Charlotte, North Carolina: The New Energy Capital of the Country?

Washington Post
September 9, 2011

Charlotte looks beyond financial sector in effort to become ‘energy capital’
Paul Glader

Since 2007, Charlotte has announced about 5,600 new energy-related jobs, taking the total to roughly 27,000 at 250 energy-oriented firms, according to economic development officials. About 2,000 energy jobs were added in 2010, with another 765 this year. Charlotte is also the headquarters of Duke Energy which, if it successfully completes its acquisition of Progress Energy, will be the largest utility in the country in nearly every category, including market capitalization (nearly $40 billion), number of customers (roughly 7.1 million) and power generated (a 57.2-gigawatt capacity). Of about 16 million square feet of commercial office space downtown, Duke will hold 1.3 million square feet. In addition to luring energy firms, the city is expanding recycling, “smart” grid projects and public transit, with plans to add 10 miles of light rail and a commuter line in years to come. Charlotte is looking to reduce its dependence on the financial sector (it calls itself the nation’s No. 2 financial center), which has been hard hit by Wachovia’s takeover by Wells Fargo and Bank of America moving some of its operations from Charlotte to New York.
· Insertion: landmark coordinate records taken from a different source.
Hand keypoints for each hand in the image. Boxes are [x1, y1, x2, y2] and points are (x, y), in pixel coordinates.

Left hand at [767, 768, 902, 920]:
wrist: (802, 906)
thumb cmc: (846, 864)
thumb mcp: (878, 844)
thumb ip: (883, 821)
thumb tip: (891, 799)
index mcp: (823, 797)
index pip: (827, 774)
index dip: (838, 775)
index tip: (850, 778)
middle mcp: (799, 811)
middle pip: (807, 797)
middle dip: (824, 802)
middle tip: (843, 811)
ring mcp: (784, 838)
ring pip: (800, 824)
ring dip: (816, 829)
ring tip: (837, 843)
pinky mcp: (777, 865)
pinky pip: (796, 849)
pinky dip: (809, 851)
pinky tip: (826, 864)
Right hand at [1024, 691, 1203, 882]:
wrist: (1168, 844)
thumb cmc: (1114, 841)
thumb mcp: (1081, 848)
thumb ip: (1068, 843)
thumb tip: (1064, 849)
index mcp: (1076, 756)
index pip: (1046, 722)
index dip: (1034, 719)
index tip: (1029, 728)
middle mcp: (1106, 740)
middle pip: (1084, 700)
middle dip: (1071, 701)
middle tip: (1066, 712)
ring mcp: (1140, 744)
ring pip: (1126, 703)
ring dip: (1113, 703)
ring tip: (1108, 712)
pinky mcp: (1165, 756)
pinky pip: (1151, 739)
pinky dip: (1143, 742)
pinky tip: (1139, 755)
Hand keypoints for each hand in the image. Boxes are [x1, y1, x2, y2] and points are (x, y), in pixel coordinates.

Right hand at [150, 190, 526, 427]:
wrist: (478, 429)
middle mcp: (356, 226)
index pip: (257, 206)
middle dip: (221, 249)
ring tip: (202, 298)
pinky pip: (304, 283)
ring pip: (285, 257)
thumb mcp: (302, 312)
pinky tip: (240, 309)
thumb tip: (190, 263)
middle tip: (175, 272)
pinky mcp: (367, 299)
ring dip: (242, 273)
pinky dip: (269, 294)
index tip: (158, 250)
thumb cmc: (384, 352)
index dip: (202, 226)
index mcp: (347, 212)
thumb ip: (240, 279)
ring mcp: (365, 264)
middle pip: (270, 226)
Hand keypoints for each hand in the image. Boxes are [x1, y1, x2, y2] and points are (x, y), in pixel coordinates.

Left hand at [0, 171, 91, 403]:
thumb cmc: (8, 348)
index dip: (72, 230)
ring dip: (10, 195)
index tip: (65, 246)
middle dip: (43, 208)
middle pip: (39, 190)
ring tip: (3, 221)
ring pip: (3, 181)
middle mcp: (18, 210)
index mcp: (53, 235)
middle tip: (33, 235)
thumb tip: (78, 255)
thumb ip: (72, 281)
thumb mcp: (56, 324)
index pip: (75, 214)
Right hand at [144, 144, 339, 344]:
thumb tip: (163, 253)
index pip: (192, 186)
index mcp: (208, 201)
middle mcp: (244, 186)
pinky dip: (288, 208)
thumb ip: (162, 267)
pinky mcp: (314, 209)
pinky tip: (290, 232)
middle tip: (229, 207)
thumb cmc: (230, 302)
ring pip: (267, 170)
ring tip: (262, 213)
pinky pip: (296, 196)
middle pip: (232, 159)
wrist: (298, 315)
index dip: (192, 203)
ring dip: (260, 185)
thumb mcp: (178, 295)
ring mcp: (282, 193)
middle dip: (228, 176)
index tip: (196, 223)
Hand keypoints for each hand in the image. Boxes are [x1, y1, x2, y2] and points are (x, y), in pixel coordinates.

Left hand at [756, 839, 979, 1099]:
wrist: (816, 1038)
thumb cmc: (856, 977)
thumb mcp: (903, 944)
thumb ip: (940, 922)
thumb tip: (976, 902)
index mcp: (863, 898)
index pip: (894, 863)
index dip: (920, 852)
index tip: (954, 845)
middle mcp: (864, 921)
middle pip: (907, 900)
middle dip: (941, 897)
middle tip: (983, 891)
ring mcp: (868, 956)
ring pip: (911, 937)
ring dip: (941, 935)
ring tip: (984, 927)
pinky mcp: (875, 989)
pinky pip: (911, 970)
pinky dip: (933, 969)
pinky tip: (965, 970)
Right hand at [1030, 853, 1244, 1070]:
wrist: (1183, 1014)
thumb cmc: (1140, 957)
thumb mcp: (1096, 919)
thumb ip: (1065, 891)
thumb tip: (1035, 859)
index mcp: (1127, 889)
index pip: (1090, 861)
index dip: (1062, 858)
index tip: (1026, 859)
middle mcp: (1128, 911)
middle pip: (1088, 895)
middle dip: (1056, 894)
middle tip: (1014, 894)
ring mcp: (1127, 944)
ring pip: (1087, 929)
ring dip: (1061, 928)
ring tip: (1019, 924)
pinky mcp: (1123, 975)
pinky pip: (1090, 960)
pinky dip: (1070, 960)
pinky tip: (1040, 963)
This diversification into the energy sector should reduce Charlotte’s current unemployment rate below 11.2 percent. Moreover, it is logical to embrace and build upon its role as the location of the headquarters of nation’s soon-to-be largest electric utility. The presence of Duke Energy in Charlotte in and of itself will attract scores of related energy businesses, particularly “clean energy” industry rather than the traditional oil and gas business. With Mitsubishi Nuclear locating its main nuclear engineering office in Charlotte, Charlotte is looking to dominate the market for nuclear engineering and to position itself as the “epicenter of environmentally friendly energy practices.” Whether the long-anticipated nuclear renaissance in America actually occurs is open to question, but Charlotte is making a safe bet in positioning itself as a center for the energy industry of the future.